— TASK DETAILS —
Every line from the one with "Build a routing graph from the" to the one with "Digitize the connectivity", including those two, is to be copied exactly; all other lines of the entries below are left out.
***** DATA IN THIS EXERCISE *****
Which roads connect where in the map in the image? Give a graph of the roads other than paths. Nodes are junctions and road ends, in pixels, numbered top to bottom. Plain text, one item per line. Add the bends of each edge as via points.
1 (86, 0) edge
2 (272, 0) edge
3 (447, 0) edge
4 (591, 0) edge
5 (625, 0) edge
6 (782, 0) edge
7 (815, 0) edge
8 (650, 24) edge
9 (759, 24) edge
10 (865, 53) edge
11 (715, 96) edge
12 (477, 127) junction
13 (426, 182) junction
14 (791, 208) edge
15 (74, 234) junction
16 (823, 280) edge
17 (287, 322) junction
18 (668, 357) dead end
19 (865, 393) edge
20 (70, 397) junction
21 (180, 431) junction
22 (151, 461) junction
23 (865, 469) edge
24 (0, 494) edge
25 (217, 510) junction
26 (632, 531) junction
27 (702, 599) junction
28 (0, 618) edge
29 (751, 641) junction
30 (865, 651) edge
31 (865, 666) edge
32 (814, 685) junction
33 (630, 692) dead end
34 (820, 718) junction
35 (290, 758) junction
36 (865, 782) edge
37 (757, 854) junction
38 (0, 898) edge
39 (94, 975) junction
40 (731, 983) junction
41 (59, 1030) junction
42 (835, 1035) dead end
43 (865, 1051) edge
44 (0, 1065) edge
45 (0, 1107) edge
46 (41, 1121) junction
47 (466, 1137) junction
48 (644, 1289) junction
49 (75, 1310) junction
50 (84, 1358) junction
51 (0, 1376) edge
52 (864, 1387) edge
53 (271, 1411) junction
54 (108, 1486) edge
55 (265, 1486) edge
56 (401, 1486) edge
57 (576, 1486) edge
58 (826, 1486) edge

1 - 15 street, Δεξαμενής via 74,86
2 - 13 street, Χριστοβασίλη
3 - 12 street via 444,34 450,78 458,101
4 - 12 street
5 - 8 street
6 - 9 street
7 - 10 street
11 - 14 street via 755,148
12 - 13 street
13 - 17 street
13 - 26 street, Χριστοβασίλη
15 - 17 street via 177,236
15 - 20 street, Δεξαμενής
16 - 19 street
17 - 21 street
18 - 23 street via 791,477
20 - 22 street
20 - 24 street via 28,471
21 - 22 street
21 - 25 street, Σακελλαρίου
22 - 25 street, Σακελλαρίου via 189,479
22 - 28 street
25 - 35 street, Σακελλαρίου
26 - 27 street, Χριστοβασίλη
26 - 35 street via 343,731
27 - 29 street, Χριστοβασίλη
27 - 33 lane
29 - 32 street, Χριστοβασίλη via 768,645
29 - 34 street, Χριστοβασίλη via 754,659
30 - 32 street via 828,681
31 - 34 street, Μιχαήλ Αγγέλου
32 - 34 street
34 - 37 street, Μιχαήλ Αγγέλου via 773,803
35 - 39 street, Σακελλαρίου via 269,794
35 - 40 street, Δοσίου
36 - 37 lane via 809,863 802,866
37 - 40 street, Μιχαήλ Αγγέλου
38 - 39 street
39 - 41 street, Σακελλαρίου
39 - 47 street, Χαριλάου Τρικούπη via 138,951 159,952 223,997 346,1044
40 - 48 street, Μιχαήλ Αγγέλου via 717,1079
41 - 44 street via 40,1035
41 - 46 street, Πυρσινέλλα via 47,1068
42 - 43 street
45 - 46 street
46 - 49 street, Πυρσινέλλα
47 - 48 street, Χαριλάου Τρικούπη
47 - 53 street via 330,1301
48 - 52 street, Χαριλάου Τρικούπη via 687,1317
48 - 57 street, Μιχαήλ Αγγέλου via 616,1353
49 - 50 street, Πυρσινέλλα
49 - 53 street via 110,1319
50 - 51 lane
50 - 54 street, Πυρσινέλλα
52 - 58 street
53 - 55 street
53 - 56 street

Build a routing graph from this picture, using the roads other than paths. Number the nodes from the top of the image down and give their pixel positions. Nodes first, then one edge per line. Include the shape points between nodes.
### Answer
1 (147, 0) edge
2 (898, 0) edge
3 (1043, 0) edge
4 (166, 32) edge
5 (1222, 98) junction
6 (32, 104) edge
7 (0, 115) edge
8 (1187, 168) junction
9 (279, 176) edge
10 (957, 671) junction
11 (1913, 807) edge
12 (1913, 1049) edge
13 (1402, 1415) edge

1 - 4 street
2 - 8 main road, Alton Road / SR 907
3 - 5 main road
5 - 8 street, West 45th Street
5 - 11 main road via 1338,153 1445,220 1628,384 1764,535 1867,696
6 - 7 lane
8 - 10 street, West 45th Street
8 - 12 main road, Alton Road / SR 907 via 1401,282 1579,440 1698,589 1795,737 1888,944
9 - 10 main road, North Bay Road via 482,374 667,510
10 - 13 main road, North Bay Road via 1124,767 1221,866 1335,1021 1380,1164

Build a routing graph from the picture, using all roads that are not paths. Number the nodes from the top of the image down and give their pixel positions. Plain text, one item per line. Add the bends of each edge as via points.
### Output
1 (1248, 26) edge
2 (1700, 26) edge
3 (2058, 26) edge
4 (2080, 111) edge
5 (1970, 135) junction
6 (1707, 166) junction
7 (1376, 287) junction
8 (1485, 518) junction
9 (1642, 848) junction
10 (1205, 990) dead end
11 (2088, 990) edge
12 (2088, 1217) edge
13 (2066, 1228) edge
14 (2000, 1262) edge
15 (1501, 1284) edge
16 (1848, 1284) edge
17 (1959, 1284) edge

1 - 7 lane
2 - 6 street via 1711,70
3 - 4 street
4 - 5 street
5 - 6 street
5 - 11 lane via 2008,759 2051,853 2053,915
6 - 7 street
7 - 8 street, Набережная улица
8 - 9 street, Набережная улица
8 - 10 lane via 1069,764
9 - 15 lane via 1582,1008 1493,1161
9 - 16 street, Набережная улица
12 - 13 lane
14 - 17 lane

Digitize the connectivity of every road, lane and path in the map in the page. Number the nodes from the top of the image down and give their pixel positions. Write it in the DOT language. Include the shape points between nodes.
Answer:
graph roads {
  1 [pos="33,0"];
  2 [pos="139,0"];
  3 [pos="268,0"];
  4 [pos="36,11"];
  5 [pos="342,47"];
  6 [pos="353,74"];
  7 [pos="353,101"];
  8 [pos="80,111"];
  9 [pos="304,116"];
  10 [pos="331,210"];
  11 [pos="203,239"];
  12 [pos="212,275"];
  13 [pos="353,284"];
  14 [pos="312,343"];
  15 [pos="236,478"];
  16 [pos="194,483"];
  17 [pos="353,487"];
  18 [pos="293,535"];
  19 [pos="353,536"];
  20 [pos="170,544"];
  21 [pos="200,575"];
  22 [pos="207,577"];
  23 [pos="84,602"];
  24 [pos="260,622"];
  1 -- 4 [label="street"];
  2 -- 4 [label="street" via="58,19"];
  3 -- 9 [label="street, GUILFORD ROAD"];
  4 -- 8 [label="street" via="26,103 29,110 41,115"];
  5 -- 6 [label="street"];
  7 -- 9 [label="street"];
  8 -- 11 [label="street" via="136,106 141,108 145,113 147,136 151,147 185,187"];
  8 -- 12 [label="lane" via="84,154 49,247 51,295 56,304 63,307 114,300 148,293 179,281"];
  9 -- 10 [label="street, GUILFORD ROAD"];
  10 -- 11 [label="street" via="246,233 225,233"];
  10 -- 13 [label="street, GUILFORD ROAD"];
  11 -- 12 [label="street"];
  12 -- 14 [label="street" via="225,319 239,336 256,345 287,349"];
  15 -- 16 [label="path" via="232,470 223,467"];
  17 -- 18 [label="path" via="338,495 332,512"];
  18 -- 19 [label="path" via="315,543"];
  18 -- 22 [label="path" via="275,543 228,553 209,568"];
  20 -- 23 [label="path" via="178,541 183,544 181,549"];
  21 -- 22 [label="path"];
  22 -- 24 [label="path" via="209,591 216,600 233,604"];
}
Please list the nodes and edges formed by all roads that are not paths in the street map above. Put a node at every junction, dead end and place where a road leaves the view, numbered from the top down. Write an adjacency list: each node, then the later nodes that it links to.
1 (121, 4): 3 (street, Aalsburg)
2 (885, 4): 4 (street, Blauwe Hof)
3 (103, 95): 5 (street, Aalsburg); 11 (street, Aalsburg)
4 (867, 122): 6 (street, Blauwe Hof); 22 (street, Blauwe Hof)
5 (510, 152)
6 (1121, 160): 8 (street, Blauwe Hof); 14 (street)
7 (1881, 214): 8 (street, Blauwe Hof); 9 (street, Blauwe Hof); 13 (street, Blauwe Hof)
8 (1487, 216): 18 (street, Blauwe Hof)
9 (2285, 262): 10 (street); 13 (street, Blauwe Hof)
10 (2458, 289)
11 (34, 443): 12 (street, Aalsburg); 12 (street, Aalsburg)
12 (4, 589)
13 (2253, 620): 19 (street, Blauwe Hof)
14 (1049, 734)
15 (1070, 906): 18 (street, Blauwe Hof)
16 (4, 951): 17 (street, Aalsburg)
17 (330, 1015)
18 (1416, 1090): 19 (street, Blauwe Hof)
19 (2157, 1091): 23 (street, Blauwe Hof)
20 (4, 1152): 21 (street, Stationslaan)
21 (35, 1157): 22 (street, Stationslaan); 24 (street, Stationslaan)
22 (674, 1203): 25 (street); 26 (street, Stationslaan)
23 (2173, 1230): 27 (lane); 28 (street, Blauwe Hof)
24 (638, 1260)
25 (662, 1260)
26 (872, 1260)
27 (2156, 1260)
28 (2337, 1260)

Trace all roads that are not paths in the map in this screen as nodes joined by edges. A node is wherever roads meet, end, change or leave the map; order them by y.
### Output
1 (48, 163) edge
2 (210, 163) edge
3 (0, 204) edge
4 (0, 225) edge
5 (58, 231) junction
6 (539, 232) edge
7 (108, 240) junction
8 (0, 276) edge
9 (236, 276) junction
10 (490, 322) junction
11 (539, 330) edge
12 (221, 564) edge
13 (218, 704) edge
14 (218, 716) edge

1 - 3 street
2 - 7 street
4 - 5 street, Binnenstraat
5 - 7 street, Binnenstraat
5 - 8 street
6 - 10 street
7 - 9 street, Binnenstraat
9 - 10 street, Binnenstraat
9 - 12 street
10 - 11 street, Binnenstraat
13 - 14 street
*****
— ANSWER TO THE EXERCISE —
Build a routing graph from the picture, using all roads that are not paths. Number the nodes from the top of the image down and give their pixel positions. Plain text, one item per line. Add the bends of each edge as via points.
### Output
1 (1248, 26) edge
2 (1700, 26) edge
3 (2058, 26) edge
4 (2080, 111) edge
5 (1970, 135) junction
6 (1707, 166) junction
7 (1376, 287) junction
8 (1485, 518) junction
9 (1642, 848) junction
10 (1205, 990) dead end
11 (2088, 990) edge
12 (2088, 1217) edge
13 (2066, 1228) edge
14 (2000, 1262) edge
15 (1501, 1284) edge
16 (1848, 1284) edge
17 (1959, 1284) edge

1 - 7 lane
2 - 6 street via 1711,70
3 - 4 street
4 - 5 street
5 - 6 street
5 - 11 lane via 2008,759 2051,853 2053,915
6 - 7 street
7 - 8 street, Набережная улица
8 - 9 street, Набережная улица
8 - 10 lane via 1069,764
9 - 15 lane via 1582,1008 1493,1161
9 - 16 street, Набережная улица
12 - 13 lane
14 - 17 lane

Digitize the connectivity of every road, lane and path in the map in the page. Number the nodes from the top of the image down and give their pixel positions. Write it in the DOT language. Include the shape points between nodes.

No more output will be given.